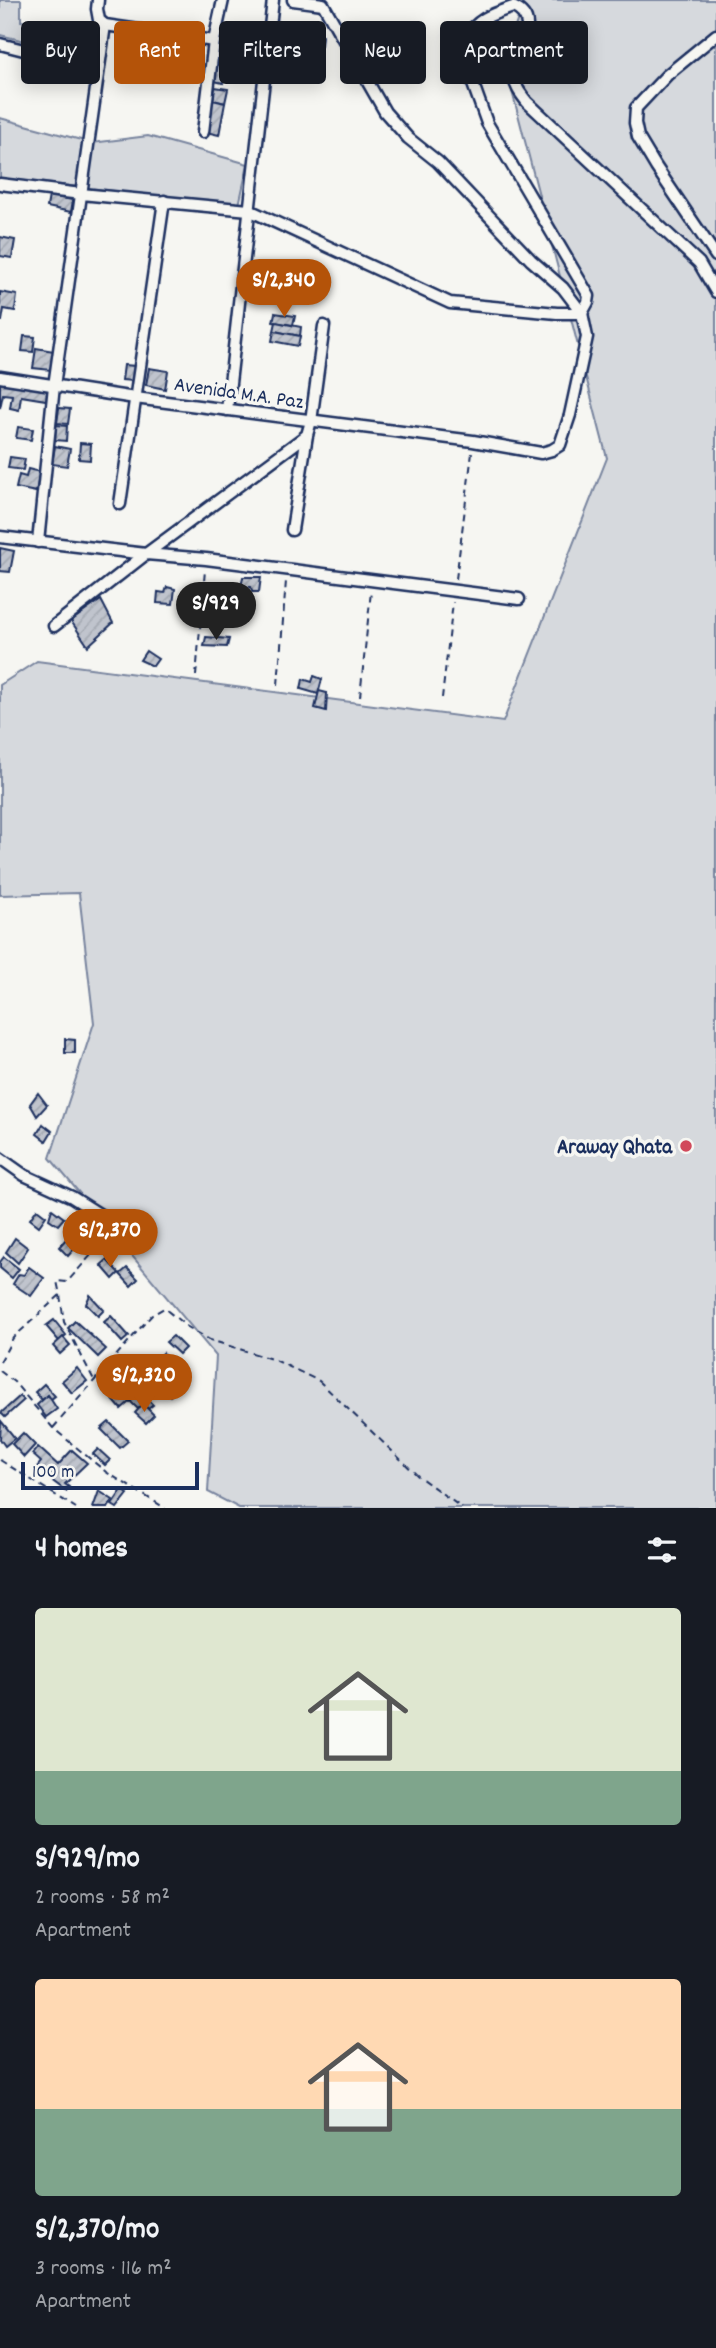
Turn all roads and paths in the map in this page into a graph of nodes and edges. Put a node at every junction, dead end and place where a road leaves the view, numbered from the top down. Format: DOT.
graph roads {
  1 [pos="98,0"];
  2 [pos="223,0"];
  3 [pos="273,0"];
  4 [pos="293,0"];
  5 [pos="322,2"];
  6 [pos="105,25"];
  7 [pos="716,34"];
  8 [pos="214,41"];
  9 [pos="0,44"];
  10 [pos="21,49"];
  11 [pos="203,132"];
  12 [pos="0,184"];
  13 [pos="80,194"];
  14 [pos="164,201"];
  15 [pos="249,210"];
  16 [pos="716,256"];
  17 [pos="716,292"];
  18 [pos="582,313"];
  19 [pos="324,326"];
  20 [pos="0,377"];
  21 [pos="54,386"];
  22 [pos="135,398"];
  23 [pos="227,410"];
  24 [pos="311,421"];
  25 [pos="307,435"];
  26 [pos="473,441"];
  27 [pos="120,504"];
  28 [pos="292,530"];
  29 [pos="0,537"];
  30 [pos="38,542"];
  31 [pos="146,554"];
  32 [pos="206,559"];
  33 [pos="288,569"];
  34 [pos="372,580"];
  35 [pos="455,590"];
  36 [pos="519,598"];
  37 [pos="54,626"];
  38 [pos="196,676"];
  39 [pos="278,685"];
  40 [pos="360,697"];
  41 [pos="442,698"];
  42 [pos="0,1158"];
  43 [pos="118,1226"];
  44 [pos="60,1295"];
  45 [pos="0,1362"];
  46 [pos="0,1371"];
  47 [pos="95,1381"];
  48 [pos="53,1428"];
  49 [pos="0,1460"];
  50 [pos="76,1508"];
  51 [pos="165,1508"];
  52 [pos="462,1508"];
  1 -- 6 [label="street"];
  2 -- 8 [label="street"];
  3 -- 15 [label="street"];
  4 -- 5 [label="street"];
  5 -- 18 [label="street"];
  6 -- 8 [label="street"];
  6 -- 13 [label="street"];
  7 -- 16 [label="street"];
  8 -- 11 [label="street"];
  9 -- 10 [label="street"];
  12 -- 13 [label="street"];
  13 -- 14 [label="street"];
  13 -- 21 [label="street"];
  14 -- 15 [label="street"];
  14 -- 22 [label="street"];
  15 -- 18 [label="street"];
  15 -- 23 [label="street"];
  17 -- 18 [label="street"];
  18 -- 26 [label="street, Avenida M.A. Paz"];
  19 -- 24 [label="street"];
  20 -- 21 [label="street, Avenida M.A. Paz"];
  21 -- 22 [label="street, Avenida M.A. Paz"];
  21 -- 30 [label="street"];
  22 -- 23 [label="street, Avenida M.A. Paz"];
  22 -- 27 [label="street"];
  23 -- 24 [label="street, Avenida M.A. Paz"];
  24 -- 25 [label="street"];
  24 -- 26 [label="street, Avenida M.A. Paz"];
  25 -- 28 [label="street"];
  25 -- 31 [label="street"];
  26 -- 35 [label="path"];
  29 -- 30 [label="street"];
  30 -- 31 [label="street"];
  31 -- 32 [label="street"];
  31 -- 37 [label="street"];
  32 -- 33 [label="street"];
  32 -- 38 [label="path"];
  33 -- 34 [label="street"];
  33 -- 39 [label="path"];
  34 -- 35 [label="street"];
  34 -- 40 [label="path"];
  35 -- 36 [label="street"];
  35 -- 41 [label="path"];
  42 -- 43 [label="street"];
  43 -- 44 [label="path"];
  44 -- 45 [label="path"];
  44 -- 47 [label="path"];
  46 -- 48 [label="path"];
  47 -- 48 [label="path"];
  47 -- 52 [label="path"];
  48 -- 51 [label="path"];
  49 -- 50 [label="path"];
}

#### WHAT TO WORK ON
Tally up the lines in the preceding listing that contain the string "graph". Respond with the number and nothing else.

#### RESPONSE BOX
2